In general, I think a lot of people focus way too much on pairing. I mean, you obviously don't want to serve a giant Shiraz with a Caesar salad, but generally speaking most wine go with most food.
Thanksgiving dinner, if you believe the critics, is a "difficult" meal to pair. It helps sells papers and magazines, I suppose, but I think it's rather absurd.
The key is to avoid big wines - leave your Mollydookers, your Napa Cabs, and your giant buttery Chardonnays on the wine rack. This is the meal to break out the Pinot Noirs, the lighter bodied Zinfandels, the roses, the Rieslings, the Gewurztraminers, and the sparklers.
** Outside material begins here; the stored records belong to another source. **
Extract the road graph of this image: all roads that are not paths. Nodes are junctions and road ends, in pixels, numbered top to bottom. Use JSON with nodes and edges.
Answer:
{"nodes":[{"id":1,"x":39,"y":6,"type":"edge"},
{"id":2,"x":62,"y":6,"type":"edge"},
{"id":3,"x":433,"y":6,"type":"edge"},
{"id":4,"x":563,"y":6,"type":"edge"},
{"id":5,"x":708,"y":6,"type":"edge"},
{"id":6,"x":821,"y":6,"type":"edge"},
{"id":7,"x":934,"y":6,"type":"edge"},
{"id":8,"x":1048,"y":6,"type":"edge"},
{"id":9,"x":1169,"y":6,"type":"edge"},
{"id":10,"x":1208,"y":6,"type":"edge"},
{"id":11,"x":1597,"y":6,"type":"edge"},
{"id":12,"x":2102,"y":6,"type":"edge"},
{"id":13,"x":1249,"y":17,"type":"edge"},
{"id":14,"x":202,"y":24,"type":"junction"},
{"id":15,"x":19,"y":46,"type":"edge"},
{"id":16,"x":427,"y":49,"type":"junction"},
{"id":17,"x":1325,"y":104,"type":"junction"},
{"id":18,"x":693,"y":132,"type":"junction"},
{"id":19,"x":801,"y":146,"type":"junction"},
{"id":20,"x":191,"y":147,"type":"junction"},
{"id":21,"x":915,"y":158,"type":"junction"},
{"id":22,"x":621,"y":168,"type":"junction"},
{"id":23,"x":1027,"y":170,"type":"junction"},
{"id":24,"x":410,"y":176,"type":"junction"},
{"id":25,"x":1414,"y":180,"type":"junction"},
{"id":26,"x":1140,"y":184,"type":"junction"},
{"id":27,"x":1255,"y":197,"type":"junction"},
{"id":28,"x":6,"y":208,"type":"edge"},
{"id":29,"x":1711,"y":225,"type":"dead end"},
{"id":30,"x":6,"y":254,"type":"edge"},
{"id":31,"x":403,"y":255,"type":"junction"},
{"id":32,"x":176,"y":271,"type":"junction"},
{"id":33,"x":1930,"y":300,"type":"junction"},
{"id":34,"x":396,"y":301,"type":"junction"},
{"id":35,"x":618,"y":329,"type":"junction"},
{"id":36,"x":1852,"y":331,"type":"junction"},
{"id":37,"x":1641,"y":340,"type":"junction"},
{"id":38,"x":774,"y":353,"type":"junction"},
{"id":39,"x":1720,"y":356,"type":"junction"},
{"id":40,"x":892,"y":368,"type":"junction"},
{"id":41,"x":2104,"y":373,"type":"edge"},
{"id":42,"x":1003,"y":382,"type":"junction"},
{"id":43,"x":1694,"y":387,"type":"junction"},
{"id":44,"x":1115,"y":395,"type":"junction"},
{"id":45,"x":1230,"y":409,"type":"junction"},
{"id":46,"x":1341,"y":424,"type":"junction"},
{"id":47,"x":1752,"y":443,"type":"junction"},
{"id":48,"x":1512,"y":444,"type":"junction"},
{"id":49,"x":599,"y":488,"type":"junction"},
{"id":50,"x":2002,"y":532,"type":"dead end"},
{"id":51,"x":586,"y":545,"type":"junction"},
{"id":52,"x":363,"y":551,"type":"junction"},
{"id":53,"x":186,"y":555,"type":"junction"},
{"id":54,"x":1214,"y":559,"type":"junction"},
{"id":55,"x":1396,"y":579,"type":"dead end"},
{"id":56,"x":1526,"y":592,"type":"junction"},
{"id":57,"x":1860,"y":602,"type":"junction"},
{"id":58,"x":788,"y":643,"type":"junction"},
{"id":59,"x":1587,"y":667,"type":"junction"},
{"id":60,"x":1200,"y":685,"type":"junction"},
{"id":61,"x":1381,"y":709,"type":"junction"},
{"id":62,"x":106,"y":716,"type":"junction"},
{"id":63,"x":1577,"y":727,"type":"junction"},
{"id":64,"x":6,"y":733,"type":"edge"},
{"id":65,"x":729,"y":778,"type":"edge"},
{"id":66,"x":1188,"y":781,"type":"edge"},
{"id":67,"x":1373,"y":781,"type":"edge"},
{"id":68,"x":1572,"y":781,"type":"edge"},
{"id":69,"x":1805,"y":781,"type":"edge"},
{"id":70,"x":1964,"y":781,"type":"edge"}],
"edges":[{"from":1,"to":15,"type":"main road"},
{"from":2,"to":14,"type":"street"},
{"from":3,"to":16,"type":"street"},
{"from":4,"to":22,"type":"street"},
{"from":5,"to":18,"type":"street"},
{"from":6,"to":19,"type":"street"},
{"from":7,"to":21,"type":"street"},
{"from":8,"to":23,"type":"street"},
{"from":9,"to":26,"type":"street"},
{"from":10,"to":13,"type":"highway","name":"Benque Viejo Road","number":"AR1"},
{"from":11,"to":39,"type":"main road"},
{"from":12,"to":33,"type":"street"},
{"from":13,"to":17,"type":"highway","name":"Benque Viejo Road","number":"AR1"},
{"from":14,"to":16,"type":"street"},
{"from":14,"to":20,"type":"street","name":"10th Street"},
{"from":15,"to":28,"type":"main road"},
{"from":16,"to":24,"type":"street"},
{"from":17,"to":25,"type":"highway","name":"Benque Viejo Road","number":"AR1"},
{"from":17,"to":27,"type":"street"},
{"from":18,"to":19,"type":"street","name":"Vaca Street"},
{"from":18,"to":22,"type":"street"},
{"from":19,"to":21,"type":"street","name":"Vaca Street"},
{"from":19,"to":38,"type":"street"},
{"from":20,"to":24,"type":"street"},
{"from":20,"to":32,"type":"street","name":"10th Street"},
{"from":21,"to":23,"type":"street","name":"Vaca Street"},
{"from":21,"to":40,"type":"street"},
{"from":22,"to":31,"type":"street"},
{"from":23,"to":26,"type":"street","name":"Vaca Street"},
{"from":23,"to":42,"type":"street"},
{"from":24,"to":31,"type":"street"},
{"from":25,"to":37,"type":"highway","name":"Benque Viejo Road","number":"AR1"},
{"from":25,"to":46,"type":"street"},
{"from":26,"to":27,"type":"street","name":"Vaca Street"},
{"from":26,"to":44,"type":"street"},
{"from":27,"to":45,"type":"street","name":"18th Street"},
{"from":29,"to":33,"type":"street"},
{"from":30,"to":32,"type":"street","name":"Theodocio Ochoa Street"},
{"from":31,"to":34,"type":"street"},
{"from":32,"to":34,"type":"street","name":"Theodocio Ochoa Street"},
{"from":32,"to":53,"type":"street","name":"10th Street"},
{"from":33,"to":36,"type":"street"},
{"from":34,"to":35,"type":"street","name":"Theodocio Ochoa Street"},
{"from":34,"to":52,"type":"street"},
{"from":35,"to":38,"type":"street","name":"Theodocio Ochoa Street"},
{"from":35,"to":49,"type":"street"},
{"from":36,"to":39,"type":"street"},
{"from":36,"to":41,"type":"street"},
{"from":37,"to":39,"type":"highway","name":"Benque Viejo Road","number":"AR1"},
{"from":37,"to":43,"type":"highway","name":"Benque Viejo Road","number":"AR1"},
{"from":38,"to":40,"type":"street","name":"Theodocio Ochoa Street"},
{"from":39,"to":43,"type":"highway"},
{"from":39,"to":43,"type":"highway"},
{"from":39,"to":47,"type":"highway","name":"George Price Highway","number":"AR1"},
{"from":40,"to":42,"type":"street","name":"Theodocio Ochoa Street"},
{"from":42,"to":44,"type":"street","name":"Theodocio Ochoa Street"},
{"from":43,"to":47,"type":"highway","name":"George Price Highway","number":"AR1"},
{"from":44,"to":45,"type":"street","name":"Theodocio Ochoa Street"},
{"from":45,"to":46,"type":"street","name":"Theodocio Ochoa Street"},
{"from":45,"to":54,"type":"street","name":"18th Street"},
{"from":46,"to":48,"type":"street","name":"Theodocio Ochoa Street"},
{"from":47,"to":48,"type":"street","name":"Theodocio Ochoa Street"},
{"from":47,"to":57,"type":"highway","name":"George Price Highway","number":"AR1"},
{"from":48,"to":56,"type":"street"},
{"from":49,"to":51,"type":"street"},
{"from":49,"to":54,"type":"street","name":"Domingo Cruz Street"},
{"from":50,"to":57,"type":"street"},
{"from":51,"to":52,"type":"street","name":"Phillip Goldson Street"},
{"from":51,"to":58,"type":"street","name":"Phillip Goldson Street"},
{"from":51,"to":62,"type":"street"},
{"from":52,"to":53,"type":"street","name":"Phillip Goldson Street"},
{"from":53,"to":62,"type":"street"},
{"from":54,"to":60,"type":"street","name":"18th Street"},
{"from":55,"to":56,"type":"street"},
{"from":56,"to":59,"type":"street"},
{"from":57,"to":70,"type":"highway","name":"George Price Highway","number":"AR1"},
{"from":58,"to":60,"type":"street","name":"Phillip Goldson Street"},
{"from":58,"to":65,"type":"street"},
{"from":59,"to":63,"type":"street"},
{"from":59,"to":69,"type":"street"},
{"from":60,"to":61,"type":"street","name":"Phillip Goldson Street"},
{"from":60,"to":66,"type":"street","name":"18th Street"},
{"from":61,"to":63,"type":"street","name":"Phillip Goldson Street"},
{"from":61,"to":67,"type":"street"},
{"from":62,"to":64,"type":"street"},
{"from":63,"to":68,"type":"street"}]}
I also can't help but think that unless you have a very small group of people who all really know wine, you shouldn't be spending much - even $15 is steep. Stick with the $10 range, it's all about the food and the company, right?
My top five suggested wines for Thanksgiving are:
1) 2009 Pierre Chermette Beaujolais Primeur
Screw the haters. I don't know if it's the vintage, the producer, or my incredibly low expectations, but this won me over and would be perfect. My endorsement is only for this bottle, not BN in general (see above).
2) 2007 Bistro Pinot Noir
An easy choice - perhaps the best under $10 (if not under $20) Pinot Noir out there.
3) 2008 Lacheteau Loire Valley Vouvray
An absurdly good Trader Joe's exclusive for seven bucks. Loads of acid and a nice hit of sugar will complement just about everything on your plate.
4) N/V Binny's Blanc de Blancs Cuvee Tradition Brut Vin Mousseux
For Chicagoland readers, this Binny's exclusive (for five bucks, no less) is a screaming value.
5) 2008 Mulderbosch South Africa Rose
A rose from South Africa should be unique enough to spark a conversation should one be needed. The fact that it's tasty helps as well.